Huge tax hikes are damaging the tobacco industry by limiting how many cigarettes the world’s leading tobacco companies are selling.
Leading tobacco companies, such as British American Tobacco, Phillip Morris International and Imperial Brands have seen recent growth stunted by difficult conditions in new markets.
A current trend associated with new market economies is to hammer taxes on the tobacco industry in order to raise funds for treasuries, which has harmed cigarette output.
Brazil, the Philippines, Pakistan and Malaysia are just some of the countries whose government has increased tax on tobacco, according to tobacco analyst Owen Bennett at brokerage Jefferies.

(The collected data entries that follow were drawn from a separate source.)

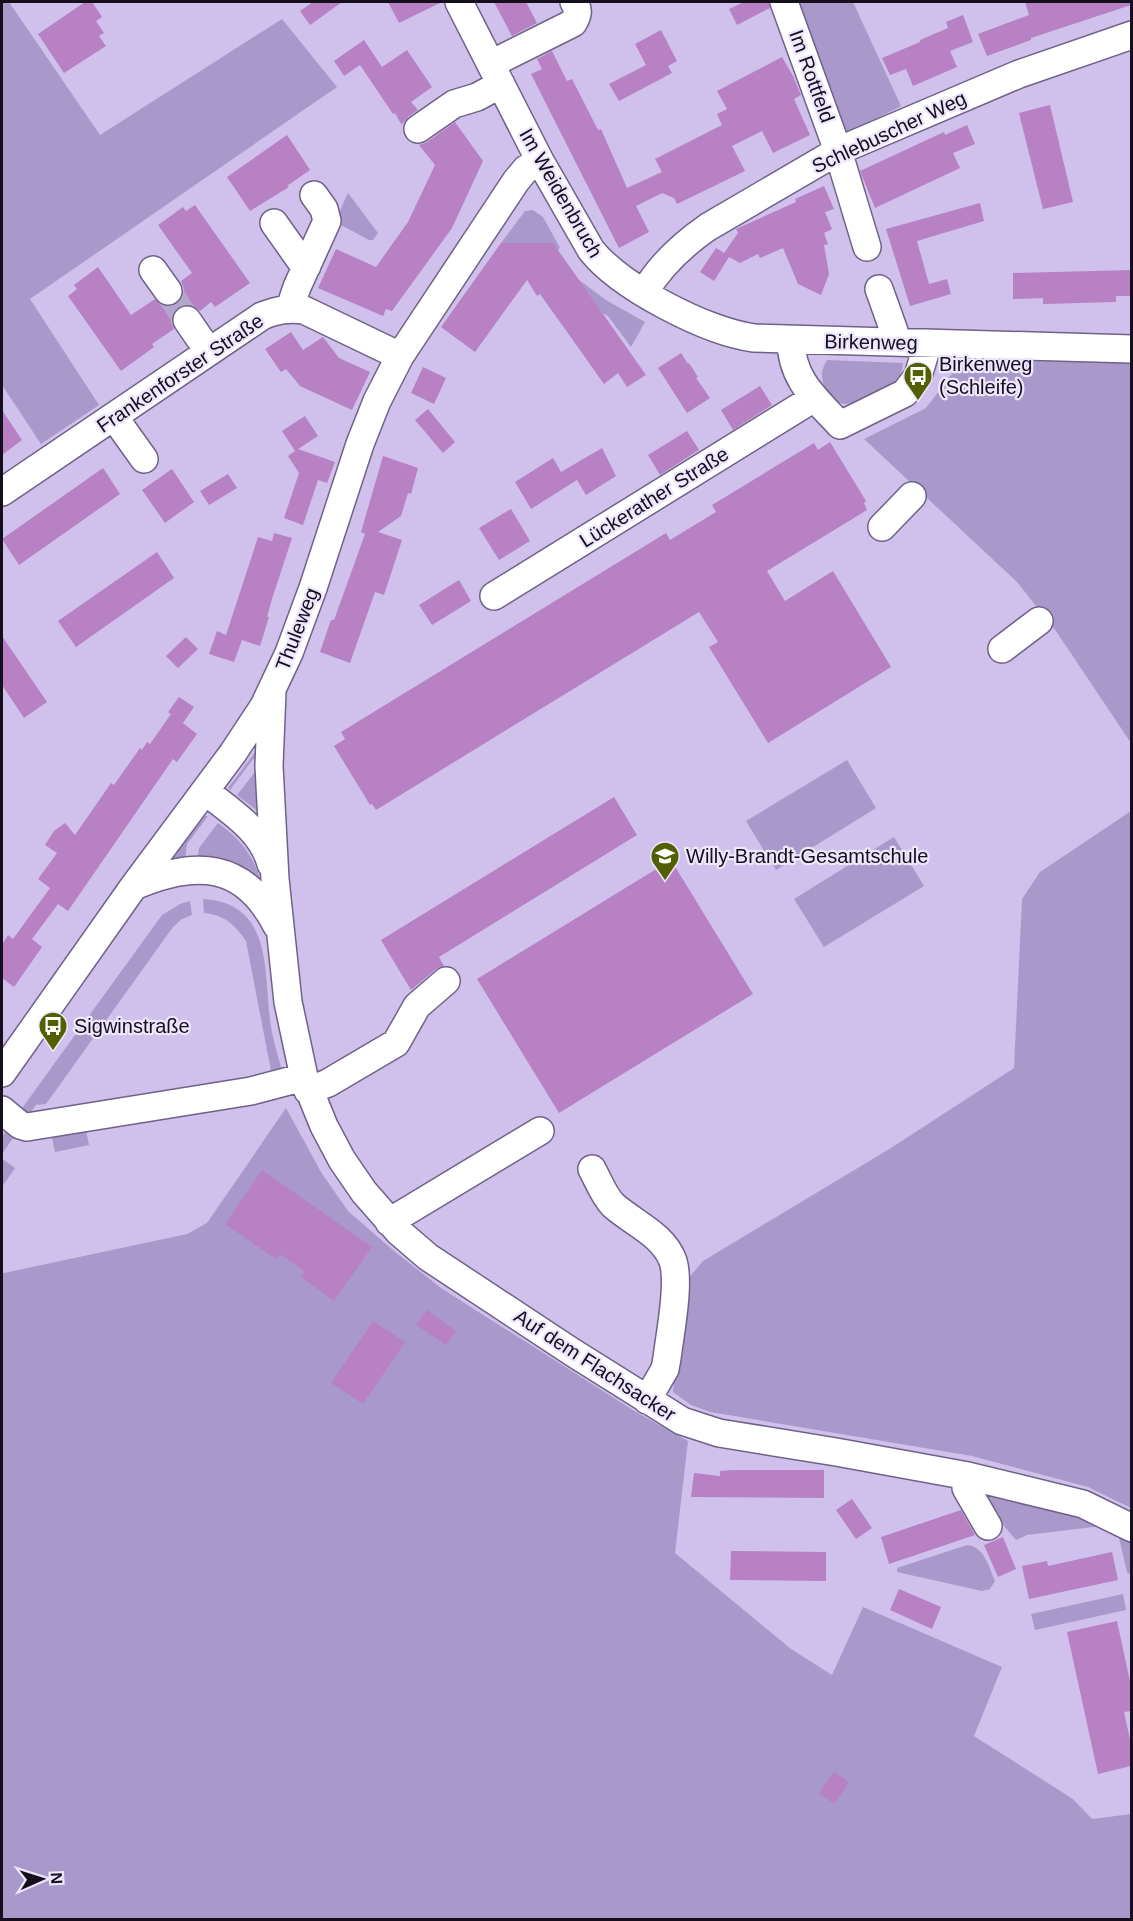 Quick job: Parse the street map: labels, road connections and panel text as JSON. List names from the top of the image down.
{
  "streets": {
    "street": [
      "Im Rottfeld",
      "Schlebuscher Weg",
      "Im Weidenbruch",
      "Birkenweg",
      "Frankenforster Straße",
      "Lückerather Straße",
      "Thuleweg",
      "Auf dem Flachsacker"
    ]
  },
  "crossings": [
    ["Im Rottfeld", "Schlebuscher Weg"],
    ["Schlebuscher Weg", "Im Weidenbruch"],
    ["Im Weidenbruch", "Birkenweg"],
    ["Im Weidenbruch", "Thuleweg"],
    ["Thuleweg", "Auf dem Flachsacker"]
  ],
  "places": {
    "bus stop": ["Birkenweg (Schleife)", "Sigwinstraße"],
    "school or university": ["Willy-Brandt-Gesamtschule"]
  },
  "north": "right"
}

“When you see emerging market volume decline more significantly, it is largely driven by excessive tax increases,” says Bennett.

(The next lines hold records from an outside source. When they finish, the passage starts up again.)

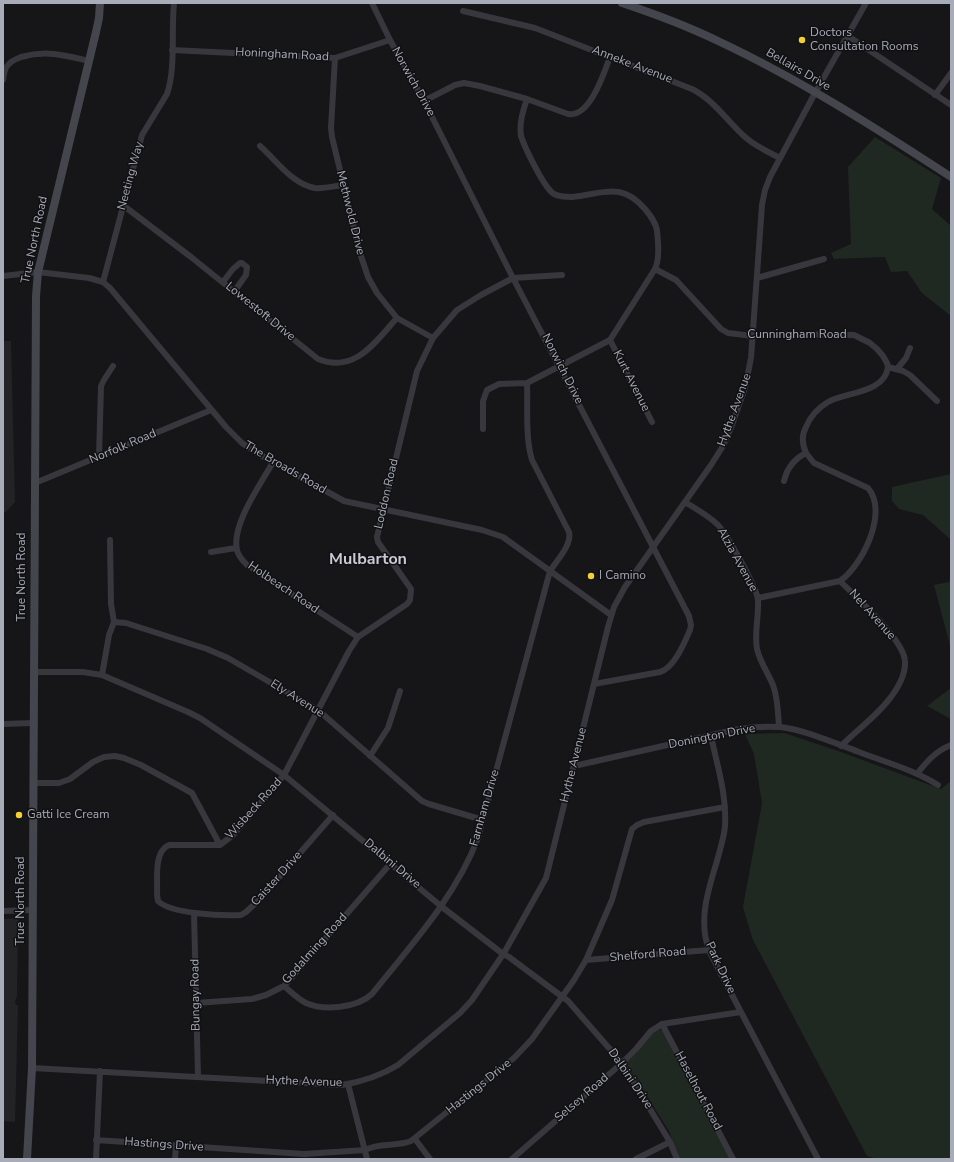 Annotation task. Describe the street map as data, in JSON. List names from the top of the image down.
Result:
{
  "streets": {
    "main road": ["Bellairs Drive", "True North Road"],
    "street": [
      "Honingham Road",
      "Anneke Avenue",
      "Norwich Drive",
      "Neeting Way",
      "Methwold Drive",
      "Lowestoft Drive",
      "Cunningham Road",
      "Kurt Avenue",
      "Hythe Avenue",
      "Norfolk Road",
      "The Broads Road",
      "Loddon Road",
      "Alzia Avenue",
      "Holbeach Road",
      "Nel Avenue",
      "Ely Avenue",
      "Donington Drive",
      "Farnham Drive",
      "Wisbeck Road",
      "Dalbini Drive",
      "Caister Drive",
      "Godalming Road",
      "Shelford Road",
      "Park Drive",
      "Bungay Road",
      "Hastings Drive",
      "Haselhout Road",
      "Selsey Road"
    ]
  },
  "crossings": [
    ["Honingham Road", "Norwich Drive"],
    ["Honingham Road", "Neeting Way"],
    ["Honingham Road", "Methwold Drive"],
    ["Anneke Avenue", "Hythe Avenue"],
    ["Bellairs Drive", "Hythe Avenue"],
    ["Norwich Drive", "Hythe Avenue"],
    ["Norwich Drive", "Loddon Road"],
    ["Neeting Way", "Lowestoft Drive"],
    ["Neeting Way", "The Broads Road"],
    ["Methwold Drive", "Lowestoft Drive"],
    ["Methwold Drive", "Loddon Road"],
    ["True North Road", "Hythe Avenue"],
    ["True North Road", "Norfolk Road"],
    ["True North Road", "Dalbini Drive"],
    ["Cunningham Road", "Hythe Avenue"],
    ["Hythe Avenue", "The Broads Road"],
    ["Hythe Avenue", "Alzia Avenue"],
    ["Hythe Avenue", "Donington Drive"],
    ["Hythe Avenue", "Dalbini Drive"],
    ["Hythe Avenue", "Bungay Road"],
    ["Norfolk Road", "The Broads Road"],
    ["The Broads Road", "Loddon Road"],
    ["The Broads Road", "Farnham Drive"],
    ["Loddon Road", "Holbeach Road"],
    ["Loddon Road", "Ely Avenue"],
    ["Loddon Road", "Wisbeck Road"],
    ["Loddon Road", "Dalbini Drive"],
    ["Alzia Avenue", "Donington Drive"],
    ["Nel Avenue", "Donington Drive"],
    ["Ely Avenue", "Farnham Drive"],
    ["Donington Drive", "Park Drive"],
    ["Farnham Drive", "Dalbini Drive"],
    ["Farnham Drive", "Godalming Road"],
    ["Wisbeck Road", "Dalbini Drive"],
    ["Wisbeck Road", "Caister Drive"],
    ["Dalbini Drive", "Caister Drive"],
    ["Dalbini Drive", "Godalming Road"],
    ["Dalbini Drive", "Hastings Drive"],
    ["Dalbini Drive", "Selsey Road"],
    ["Caister Drive", "Bungay Road"],
    ["Godalming Road", "Bungay Road"],
    ["Shelford Road", "Park Drive"],
    ["Shelford Road", "Hastings Drive"],
    ["Park Drive", "Hastings Drive"],
    ["Park Drive", "Selsey Road"],
    ["Haselhout Road", "Selsey Road"]
  ],
  "districts": ["Mulbarton"],
  "places": ["Doctors Consultation Rooms", "I Camino", "Gatti Ice Cream"]
}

More often than not, the tax hikes in emerging markets that are putting a brake on tobacco growth cigarettes pushes users to the black market due to rising cigarette prices, strengthening the illicit tobacco trade, and punishing the legal tobacco industry.
Bennett explained that governments try to use cigarette tax hikes to spend in other areas, many of the aforementioned nations did not have the necessary resources to stamp out illicit tobacco.
“Between 2001-08, if you had emerging market exposure it was an advantage with volumes rising 2pc a year,” he said.
“But now, non-OECD countries are seeing volumes down 2.9pc meaning emerging markets are not the panacea of growth they once were.”
And it’s not just tax hikes plaguing the tobacco industry, with tobacco giants losing their plain packaging legal battle, following the Tobacco Products Directive.